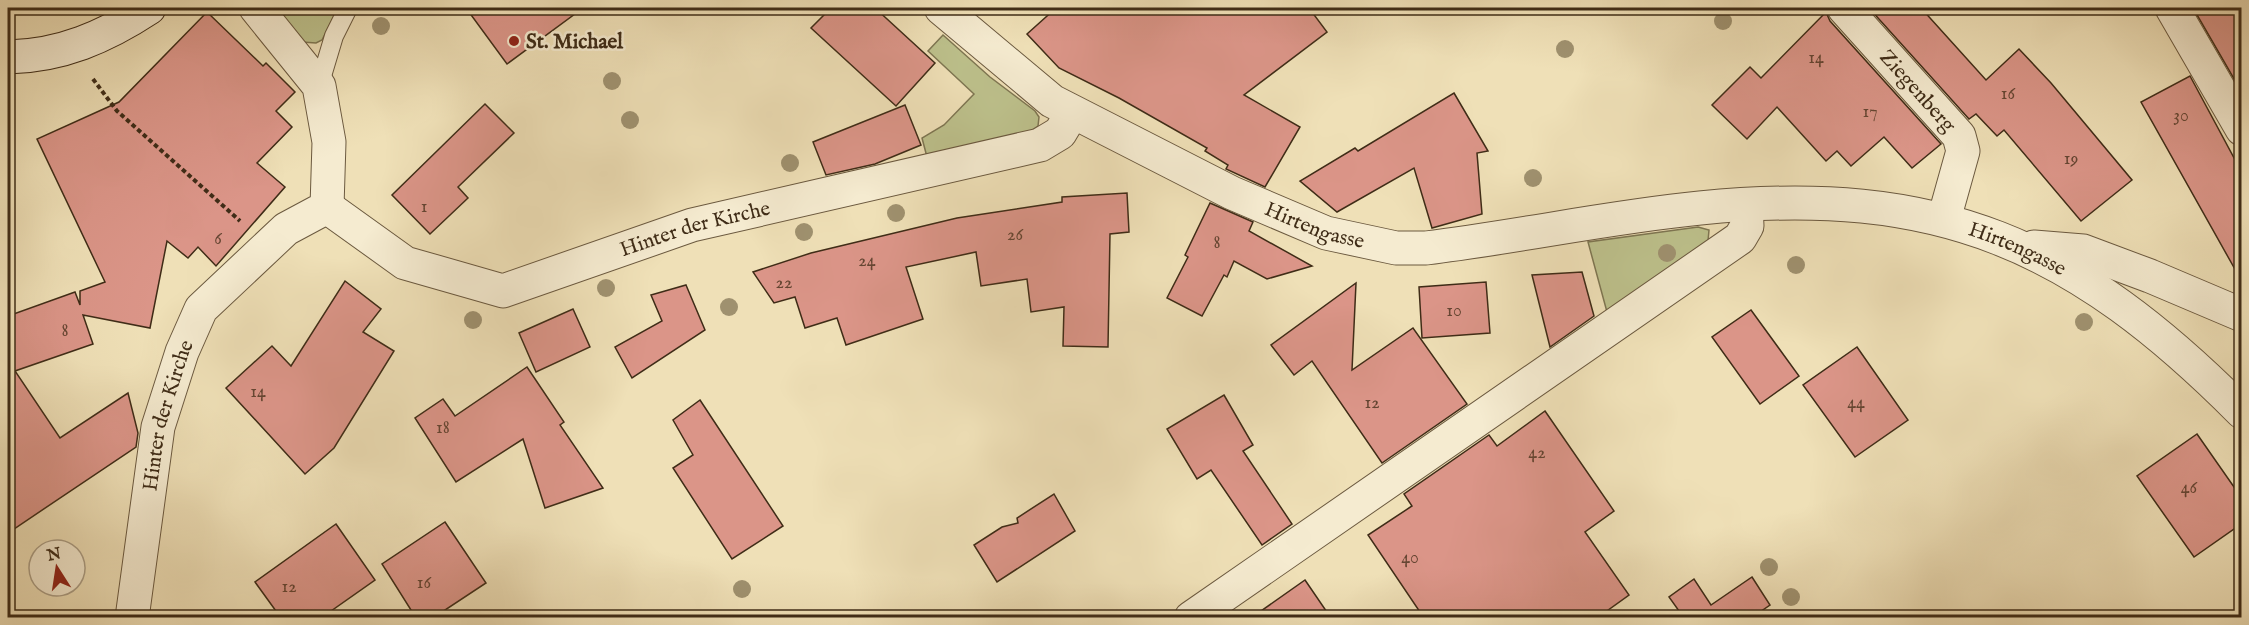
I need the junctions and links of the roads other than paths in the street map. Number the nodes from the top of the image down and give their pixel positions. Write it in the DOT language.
graph roads {
  1 [pos="149,8"];
  2 [pos="256,8"];
  3 [pos="348,8"];
  4 [pos="1844,8"];
  5 [pos="2172,8"];
  6 [pos="950,10"];
  7 [pos="8,57"];
  8 [pos="319,86"];
  9 [pos="1072,113"];
  10 [pos="2241,129"];
  11 [pos="1746,205"];
  12 [pos="327,207"];
  13 [pos="1944,219"];
  14 [pos="2023,247"];
  15 [pos="2241,315"];
  16 [pos="2241,412"];
  17 [pos="132,618"];
  18 [pos="1191,618"];
  1 -- 7 [label="street"];
  2 -- 8 [label="street"];
  3 -- 8 [label="lane"];
  4 -- 13 [label="street, Ziegenberg"];
  5 -- 10 [label="street"];
  6 -- 9 [label="street, Hirtengasse"];
  8 -- 12 [label="street"];
  9 -- 11 [label="street, Hirtengasse"];
  9 -- 12 [label="street, Hinter der Kirche"];
  11 -- 13 [label="street, Hirtengasse"];
  11 -- 18 [label="street"];
  12 -- 17 [label="street, Hinter der Kirche"];
  13 -- 14 [label="street, Hirtengasse"];
  14 -- 15 [label="street"];
  14 -- 16 [label="street, Hirtengasse"];
}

Task instructions =
When you retype the listing, keep every line exactly as it is and drop the pictures.

Completed task =
I need the junctions and links of the roads other than paths in the street map. Number the nodes from the top of the image down and give their pixel positions. Write it in the DOT language.
graph roads {
  1 [pos="149,8"];
  2 [pos="256,8"];
  3 [pos="348,8"];
  4 [pos="1844,8"];
  5 [pos="2172,8"];
  6 [pos="950,10"];
  7 [pos="8,57"];
  8 [pos="319,86"];
  9 [pos="1072,113"];
  10 [pos="2241,129"];
  11 [pos="1746,205"];
  12 [pos="327,207"];
  13 [pos="1944,219"];
  14 [pos="2023,247"];
  15 [pos="2241,315"];
  16 [pos="2241,412"];
  17 [pos="132,618"];
  18 [pos="1191,618"];
  1 -- 7 [label="street"];
  2 -- 8 [label="street"];
  3 -- 8 [label="lane"];
  4 -- 13 [label="street, Ziegenberg"];
  5 -- 10 [label="street"];
  6 -- 9 [label="street, Hirtengasse"];
  8 -- 12 [label="street"];
  9 -- 11 [label="street, Hirtengasse"];
  9 -- 12 [label="street, Hinter der Kirche"];
  11 -- 13 [label="street, Hirtengasse"];
  11 -- 18 [label="street"];
  12 -- 17 [label="street, Hinter der Kirche"];
  13 -- 14 [label="street, Hirtengasse"];
  14 -- 15 [label="street"];
  14 -- 16 [label="street, Hirtengasse"];
}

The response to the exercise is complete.